Jonathan Charles Douglas Clark (born 28 February 1951) is a British historian of both British and American history.
Jonathan Charles Douglas Clark was born on 28 February 1951. He received his undergraduate degree at Downing College, Cambridge. Having previously held posts at Peterhouse, Cambridge, and All Souls College, Oxford, until 1996; he has since held the Joyce C. and Elizabeth Ann Hall Distinguished Professorship of British History at the University of Kansas.
Clark began as a revisionist historian of 17th- and 18th- century British history. He is known for arguing against both the Marxist and Whiggish interpretations of the late 17th and 18th centuries. Instead, Clark emphasises the unities and coherences of the period between 1660 and 1832.[1] Clark maintains the period was one of Anglican-aristocratichegemony, marked by popular acceptance of the monarchy and the Church of England as symbols of national unity. He characterised this edifice as one dominated by an aristocratic-gentryoligarchy and a sense of national identity (preceding 19th-century nationalism), which was firmly underpinned by a shared history and religious allegiance. In Clark's model, Britons embraced the official entrenchment of these parameters, which was challenged primarily by religious dissent.
In his first work, The Dynamics of Change (1982), Clark attempted to explain how the two-party system of Queen Anne's reign, described by Geoffrey Holmes in British Politics in the Age of Anne (1967), was transformed into the more fluid system of George III's reign that was uncovered by Lewis Namier in The Structure of Politics at the Accession of George III (1929). Clark argued that the Tory and Whig parties survived Anne's death in 1714 until the political crisis of March 1754 – June 1757 caused the realignment of British politics, which produced the political groupings that George III inherited in 1760.[2]
Clark's Revolution and Rebellion, published in 1986, is a study of the historiography of 17th- and 18th- century English history. He categorised historians into "Old Hat" (Whig–Liberal), "Old Guard" (Marxist), and "Class of '68" (modern radical) schools, all of whom he criticised as mistaken.[3] Clark reiterated his belief in the central position of religion in the conflicts of these centuries: he argued that it was those who cared most about religion who had caused parliament to play a more active role in the years before the Civil War.[4]Jacobitism, in Clark's view, was important in the 18th century because it was the only realistic (because it was non-secular) alternative to Hanoverian rule. The disappearance of the Jacobite alternative during the Seven Years' War, Clark maintained, led to the consolidation of the Anglican and monarchic confessional state.[4]
In his 1993 work, The Language of Liberty, 1660–1832, Clark reinterpreted the American Revolution as America's first civil war and the West's last war of religion.[5] The Revolution, Clark asserted, was triggered by the denominational conflicts still endemic at that time within the English-speaking North Atlantic world.[6]

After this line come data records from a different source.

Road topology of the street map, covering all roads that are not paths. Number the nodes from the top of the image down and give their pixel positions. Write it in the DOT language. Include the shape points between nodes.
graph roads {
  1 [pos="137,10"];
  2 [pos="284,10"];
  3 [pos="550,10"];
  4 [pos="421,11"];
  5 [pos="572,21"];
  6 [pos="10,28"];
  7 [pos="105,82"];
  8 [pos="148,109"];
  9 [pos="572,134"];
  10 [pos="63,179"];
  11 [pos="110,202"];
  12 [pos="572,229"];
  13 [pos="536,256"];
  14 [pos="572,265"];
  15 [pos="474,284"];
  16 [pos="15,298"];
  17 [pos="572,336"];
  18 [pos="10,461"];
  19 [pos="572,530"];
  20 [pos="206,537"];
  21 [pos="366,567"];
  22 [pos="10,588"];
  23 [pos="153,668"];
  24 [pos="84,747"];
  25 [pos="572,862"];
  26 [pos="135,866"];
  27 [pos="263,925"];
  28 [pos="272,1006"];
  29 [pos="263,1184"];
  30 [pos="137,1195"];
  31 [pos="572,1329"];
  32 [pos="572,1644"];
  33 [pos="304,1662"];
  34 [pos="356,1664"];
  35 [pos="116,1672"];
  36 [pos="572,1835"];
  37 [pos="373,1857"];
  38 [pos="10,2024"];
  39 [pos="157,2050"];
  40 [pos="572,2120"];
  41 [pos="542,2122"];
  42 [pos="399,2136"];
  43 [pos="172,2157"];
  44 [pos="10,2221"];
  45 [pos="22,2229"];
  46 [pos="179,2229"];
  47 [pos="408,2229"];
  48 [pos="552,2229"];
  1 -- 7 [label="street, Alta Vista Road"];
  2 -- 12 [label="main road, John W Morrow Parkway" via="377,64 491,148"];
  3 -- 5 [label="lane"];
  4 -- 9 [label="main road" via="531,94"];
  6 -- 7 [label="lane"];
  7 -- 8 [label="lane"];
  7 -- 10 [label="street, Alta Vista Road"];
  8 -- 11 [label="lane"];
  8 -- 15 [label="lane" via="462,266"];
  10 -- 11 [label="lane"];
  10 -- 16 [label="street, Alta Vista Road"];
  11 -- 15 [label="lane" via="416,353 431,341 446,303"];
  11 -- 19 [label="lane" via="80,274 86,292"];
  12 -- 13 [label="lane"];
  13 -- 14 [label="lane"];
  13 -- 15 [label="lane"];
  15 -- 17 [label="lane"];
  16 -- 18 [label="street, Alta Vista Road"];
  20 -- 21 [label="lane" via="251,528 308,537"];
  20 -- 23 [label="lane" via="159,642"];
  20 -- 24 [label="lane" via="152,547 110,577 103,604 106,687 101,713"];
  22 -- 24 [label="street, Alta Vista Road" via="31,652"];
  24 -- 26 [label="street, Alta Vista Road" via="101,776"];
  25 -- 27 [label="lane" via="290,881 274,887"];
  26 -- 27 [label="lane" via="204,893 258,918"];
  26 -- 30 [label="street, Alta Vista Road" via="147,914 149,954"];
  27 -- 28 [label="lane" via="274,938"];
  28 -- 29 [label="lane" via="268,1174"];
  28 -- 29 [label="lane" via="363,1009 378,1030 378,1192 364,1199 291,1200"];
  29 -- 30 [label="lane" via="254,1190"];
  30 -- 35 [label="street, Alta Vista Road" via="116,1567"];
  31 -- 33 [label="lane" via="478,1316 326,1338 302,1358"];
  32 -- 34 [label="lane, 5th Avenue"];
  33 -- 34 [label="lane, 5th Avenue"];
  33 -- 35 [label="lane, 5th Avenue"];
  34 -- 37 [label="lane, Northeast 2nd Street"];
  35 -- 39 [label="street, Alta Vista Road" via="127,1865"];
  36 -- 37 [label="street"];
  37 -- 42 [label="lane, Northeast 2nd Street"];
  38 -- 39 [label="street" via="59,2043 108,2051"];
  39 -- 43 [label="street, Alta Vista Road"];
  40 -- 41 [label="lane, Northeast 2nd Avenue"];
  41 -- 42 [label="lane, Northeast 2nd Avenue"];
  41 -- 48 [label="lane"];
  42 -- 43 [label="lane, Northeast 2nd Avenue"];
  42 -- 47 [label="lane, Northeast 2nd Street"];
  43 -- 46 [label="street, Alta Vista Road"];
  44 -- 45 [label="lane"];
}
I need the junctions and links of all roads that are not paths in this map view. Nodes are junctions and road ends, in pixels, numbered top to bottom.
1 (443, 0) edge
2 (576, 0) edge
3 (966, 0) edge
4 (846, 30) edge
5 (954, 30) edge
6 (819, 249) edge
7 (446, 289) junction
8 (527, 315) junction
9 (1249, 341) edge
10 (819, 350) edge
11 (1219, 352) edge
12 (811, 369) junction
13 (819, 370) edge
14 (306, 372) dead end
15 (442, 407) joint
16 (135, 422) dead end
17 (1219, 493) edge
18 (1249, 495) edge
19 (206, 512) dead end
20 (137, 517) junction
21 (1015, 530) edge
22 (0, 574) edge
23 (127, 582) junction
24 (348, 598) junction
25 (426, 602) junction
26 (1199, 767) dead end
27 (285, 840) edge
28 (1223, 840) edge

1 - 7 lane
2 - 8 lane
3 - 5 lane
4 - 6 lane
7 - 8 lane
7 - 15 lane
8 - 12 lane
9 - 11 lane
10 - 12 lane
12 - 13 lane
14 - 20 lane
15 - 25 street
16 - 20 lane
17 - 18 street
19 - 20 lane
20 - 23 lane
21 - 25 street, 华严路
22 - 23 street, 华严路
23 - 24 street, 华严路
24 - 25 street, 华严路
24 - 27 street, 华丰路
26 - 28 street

Clark has frequently maintained that the 18th century has too often been interpreted teleologically in the light of the 19th century. Styled by Ronald Hutton as a "political and religious reactionary",[7] Clark criticised Marxists such as Christopher Hill, Eric Hobsbawm, and E. P. Thompson for advancing what he derided as incorrect interpretations. In 1985, Clark called Hill, Hobsbawm, and Thompson "that cohort of scholars whose minds were formed in the matrix of inter-war Marxism".[8]
Clark became known for his attacks in the 1980s on Sir John H. Plumb, which brought controversy and according to Hutton made him "probably the most hated living historian".[7] A letter defending Plumb was published and signed by every history professor at Cambridge except for Sir Geoffrey Elton.[7] Portions of Clark's work were accepted by his colleagues (though perhaps as exaggerated) and several of them said that he "had performed a valuable service in drawing attention to important features of eighteenth-century society, particularly the religious element, which had hitherto been neglected".[7]
In 1994, Clark published Samuel Johnson: Literature, Religion, and English Cultural Politics from the Restoration to Romanticism, in which he argued that Johnson was not only a Tory but also a Jacobite and a nonjuror (one who declined or avoided loyalty oaths to the Hanoverians). The thesis proved controversial. Clark and the Cambridge-based literary scholar Howard Erskine-Hill debated American literary scholars, chiefly Donald Greene and Howard Weinbrot, in two successive volumes of The Age of Johnson (volumes 7 and 8) and an issue of Studies in English Literature. Clark and Erskine-Hill produced an edited volume on Johnson's political views in 2002 and two additional volumes on the subject in 2012.
His 2024 book, The Enlightenment: An Idea and Its History, shows that the concept of "Enlightenment" was unknown at the time and was only formulated in the 19th and mainly in the 20th century.[9]